ALG-1001 (Luminate, Allegro Ophthalmics), a first-in-class integrin peptide therapy, met the primary endpoint of vision non-inferiority to bevacizumab (Avastin, Genentech Inc.), an anti-vascular endothelial growth factor therapy (anti-VEGF), with 12-week durability in a population of patients with mostly chronic diabetic macular edema (DME).
ALG-1001 seems to be a strong player with different mechanisms of action that benefit patients who have been receiving chronic anti-VEGF therapy and those who are treatment naïve.

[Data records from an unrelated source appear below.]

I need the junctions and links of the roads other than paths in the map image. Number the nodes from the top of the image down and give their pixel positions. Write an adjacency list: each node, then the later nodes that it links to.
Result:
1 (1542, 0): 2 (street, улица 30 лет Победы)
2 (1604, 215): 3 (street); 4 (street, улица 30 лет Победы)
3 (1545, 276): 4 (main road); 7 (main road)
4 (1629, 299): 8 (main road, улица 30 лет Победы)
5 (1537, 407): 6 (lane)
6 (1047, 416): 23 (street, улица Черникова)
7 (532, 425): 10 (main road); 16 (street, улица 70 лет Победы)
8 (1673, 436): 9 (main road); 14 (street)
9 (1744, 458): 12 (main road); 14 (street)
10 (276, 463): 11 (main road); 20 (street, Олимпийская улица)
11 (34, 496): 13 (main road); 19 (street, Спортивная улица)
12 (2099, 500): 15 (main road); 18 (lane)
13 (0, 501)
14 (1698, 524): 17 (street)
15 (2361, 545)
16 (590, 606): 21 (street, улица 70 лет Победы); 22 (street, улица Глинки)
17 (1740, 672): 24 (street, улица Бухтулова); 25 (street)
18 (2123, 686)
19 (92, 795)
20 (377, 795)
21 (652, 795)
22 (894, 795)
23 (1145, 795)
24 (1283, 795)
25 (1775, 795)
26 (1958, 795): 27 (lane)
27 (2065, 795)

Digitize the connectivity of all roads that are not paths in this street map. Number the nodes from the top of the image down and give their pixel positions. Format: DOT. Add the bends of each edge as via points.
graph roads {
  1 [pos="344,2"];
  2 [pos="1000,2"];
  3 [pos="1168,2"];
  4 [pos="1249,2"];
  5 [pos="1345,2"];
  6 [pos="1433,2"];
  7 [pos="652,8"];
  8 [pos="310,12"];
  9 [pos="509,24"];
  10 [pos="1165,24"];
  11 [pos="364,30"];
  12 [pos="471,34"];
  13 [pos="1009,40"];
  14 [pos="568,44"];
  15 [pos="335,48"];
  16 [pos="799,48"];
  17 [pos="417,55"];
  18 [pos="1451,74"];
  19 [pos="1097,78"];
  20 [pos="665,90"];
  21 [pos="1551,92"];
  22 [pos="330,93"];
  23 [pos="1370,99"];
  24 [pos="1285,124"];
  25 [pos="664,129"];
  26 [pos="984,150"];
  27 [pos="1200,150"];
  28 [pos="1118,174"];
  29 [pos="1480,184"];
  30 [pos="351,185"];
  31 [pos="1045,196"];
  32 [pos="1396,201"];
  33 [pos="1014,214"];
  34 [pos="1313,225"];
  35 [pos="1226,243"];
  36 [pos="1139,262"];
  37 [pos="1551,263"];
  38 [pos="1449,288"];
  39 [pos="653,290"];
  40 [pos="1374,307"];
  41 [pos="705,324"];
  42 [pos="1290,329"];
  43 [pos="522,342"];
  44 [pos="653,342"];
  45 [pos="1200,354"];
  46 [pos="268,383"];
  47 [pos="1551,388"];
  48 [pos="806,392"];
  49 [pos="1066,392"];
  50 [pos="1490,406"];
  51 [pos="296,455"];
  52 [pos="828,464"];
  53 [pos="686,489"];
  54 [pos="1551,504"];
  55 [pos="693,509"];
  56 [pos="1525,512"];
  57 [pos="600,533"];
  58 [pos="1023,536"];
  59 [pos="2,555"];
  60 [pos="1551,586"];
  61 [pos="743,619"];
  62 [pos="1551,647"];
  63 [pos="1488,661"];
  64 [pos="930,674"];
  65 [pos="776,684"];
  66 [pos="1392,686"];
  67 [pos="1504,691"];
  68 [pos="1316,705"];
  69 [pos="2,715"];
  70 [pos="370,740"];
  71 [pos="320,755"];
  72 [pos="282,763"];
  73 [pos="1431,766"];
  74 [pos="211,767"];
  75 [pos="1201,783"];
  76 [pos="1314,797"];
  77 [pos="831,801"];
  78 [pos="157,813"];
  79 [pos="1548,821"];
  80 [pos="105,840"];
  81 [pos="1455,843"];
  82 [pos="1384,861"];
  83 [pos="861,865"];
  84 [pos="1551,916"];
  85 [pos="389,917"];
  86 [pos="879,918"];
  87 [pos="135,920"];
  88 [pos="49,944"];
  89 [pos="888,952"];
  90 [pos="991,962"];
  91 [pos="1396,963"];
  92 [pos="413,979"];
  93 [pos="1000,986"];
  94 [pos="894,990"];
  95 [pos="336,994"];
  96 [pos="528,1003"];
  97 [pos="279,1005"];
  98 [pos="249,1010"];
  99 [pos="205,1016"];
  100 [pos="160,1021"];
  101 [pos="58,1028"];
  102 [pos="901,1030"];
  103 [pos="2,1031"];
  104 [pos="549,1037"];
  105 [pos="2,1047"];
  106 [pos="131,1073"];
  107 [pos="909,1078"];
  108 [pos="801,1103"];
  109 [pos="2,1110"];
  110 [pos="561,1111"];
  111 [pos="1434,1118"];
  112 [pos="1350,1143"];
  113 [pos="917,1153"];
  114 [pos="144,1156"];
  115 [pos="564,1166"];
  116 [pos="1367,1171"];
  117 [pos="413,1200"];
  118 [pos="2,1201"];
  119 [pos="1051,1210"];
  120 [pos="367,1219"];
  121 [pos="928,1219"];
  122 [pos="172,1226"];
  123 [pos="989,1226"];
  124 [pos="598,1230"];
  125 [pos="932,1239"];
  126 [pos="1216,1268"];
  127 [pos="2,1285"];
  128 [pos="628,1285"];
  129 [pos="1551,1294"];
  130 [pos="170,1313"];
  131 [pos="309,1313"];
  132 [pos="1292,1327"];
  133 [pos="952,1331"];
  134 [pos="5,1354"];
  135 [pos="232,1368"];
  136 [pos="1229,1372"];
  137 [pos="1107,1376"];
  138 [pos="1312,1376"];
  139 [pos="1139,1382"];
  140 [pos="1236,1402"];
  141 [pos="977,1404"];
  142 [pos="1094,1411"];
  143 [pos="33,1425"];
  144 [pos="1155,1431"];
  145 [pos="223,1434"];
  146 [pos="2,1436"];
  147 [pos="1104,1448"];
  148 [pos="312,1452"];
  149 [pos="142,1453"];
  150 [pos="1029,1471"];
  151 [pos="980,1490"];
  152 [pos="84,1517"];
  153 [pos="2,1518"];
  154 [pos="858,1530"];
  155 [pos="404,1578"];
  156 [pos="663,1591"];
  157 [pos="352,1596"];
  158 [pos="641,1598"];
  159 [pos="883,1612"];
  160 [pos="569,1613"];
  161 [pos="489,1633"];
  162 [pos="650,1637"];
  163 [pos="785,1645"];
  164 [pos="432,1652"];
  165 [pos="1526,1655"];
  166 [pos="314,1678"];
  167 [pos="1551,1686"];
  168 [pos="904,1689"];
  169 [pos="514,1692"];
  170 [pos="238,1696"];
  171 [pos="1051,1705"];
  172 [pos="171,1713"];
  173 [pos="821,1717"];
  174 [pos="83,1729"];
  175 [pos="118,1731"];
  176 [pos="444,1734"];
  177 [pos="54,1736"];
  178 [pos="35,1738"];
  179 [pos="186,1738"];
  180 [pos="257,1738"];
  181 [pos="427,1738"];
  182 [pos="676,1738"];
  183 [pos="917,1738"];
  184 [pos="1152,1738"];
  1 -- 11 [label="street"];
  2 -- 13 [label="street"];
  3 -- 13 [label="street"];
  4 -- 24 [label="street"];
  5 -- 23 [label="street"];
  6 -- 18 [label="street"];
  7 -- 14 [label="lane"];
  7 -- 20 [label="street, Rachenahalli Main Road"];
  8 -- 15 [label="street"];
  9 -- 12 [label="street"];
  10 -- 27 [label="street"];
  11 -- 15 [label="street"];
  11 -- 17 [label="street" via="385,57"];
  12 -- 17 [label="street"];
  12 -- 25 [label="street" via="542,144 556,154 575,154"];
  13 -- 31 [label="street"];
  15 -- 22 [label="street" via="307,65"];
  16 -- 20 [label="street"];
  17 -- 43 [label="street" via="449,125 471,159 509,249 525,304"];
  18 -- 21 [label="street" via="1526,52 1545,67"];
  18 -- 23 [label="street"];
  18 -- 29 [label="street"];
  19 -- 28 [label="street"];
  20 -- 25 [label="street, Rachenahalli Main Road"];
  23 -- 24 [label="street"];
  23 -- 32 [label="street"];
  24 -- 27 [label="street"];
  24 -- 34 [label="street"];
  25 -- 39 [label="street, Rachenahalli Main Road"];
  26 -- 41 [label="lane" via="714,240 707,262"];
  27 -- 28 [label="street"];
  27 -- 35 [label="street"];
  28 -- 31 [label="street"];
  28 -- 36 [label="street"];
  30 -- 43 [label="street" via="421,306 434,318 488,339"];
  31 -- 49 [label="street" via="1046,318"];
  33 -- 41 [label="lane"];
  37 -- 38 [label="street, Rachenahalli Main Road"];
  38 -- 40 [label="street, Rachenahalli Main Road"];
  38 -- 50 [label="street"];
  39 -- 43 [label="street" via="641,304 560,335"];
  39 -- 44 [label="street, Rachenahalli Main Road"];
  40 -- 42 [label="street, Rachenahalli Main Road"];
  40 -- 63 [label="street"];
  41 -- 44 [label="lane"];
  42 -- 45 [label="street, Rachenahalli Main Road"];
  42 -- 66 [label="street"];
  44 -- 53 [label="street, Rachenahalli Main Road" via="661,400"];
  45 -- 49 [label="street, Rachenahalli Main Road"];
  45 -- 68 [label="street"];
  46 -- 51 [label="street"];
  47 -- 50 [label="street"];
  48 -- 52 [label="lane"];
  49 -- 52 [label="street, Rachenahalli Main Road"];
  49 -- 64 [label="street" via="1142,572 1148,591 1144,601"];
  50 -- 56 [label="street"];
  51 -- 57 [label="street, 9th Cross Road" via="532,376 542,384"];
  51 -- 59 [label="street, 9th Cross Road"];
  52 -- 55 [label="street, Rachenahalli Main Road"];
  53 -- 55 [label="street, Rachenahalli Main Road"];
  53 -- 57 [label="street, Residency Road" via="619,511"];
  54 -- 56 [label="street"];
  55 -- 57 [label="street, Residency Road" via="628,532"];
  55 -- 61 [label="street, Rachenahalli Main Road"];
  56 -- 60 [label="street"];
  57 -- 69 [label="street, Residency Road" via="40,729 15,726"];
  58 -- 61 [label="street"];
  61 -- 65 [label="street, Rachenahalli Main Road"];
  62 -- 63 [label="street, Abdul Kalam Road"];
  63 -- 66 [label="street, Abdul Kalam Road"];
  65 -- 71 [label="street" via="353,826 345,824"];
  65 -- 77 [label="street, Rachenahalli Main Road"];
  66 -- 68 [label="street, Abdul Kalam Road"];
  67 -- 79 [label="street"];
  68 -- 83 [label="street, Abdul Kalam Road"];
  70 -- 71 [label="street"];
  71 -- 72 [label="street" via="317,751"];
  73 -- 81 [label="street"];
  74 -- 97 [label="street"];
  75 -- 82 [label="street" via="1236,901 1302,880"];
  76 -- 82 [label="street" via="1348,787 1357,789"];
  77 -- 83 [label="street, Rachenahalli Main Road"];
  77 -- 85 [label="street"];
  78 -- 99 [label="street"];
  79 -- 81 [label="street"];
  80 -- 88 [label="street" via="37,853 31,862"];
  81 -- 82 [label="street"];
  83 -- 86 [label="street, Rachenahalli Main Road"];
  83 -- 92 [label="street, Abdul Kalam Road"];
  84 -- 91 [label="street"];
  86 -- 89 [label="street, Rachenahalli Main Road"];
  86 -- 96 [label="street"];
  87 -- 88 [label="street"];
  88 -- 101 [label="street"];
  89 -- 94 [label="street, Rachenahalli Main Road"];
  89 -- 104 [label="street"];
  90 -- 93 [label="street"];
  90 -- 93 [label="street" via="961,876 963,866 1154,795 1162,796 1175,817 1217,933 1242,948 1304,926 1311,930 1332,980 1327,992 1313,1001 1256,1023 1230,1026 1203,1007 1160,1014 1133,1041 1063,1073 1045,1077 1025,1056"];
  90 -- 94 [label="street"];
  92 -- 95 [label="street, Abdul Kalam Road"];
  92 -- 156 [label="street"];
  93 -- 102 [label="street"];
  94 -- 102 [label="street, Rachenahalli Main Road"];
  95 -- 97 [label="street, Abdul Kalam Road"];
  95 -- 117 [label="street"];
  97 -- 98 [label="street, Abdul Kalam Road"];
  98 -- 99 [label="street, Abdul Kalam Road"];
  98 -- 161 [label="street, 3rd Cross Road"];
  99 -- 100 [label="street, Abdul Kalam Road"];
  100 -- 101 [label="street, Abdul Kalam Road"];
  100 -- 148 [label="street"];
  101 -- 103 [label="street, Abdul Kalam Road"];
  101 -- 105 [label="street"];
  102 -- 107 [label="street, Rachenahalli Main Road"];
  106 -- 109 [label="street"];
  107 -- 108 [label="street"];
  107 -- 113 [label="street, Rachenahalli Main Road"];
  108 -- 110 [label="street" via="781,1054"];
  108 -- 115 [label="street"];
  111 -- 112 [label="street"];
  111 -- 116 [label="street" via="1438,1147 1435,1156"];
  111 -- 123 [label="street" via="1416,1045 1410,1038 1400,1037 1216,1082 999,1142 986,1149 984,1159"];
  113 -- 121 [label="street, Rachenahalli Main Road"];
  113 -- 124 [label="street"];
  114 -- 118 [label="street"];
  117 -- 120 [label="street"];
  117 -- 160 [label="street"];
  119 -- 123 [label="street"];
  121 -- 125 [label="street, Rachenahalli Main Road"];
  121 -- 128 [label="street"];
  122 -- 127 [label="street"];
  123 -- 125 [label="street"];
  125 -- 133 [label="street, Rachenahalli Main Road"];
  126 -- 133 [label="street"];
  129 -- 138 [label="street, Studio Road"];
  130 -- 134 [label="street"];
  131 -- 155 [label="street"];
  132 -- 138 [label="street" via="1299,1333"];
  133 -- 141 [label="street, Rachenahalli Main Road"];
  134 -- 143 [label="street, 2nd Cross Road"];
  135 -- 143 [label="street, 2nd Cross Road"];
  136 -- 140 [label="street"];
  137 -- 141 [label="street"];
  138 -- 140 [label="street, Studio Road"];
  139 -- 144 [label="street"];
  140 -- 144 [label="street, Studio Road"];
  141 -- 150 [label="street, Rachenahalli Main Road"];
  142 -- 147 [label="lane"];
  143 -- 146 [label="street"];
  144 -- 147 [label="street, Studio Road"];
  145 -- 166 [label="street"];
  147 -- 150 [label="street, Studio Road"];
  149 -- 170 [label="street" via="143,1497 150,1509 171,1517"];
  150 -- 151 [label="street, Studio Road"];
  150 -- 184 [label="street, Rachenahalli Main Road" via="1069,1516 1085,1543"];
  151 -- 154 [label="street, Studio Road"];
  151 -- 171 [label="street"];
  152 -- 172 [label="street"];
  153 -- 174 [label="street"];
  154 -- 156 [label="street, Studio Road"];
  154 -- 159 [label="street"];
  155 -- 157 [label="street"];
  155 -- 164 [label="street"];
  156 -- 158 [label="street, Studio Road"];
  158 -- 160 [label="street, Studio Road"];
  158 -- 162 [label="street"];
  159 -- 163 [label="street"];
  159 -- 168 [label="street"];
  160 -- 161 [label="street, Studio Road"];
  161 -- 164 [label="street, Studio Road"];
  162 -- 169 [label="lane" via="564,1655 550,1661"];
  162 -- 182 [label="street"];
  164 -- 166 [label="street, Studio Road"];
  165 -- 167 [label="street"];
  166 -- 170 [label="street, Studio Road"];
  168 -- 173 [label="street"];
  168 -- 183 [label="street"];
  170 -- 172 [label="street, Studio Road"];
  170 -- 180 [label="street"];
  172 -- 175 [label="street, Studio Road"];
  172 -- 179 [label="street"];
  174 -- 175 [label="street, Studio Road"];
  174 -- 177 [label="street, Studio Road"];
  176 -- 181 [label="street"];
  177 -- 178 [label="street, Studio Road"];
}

In the DEL MAR Phase IIb stage 2 clinical trial, ALG-1001 was evaluated as a sequential therapy or used in combination with bevacizumab in 80 patients with DME. ALG-1001 works by affecting multiple angiogenic pathways, according to David Boyer, MD.
In previous studies of the drug, ALG-1001 exhibited a strong track record with a few mechanisms of activity. A study sponsored by the manufacturer showed that ALG-1001 binds to the retinal pigment epithelium for several months.
In another sponsored study from Johns Hopkins University, ALG-1001 appeared to have 4 times more anti-angiogenic activity compared with aflibercept (Eylea, Regeneron Pharmaceuticals) in a murine model of retinopathy of prematurity. Another study from Johns Hopkins University also showed that ALG-1001 reduced vascular leakage. Other investigations have shown that the formulation affects only stressed retinal cells and has an anti-inflammatory effect, Dr. Boyer pointed out.
“These multiple mechanisms of action appear to reset the retina back to its normal balance by turning off the machinery of angiogenesis,” he added. “This is different from anti-VEGF therapy.”
Dr. Boyer is clinical professor ophthalmology, Keck School of Medicine, University of Southern California, Los Angeles.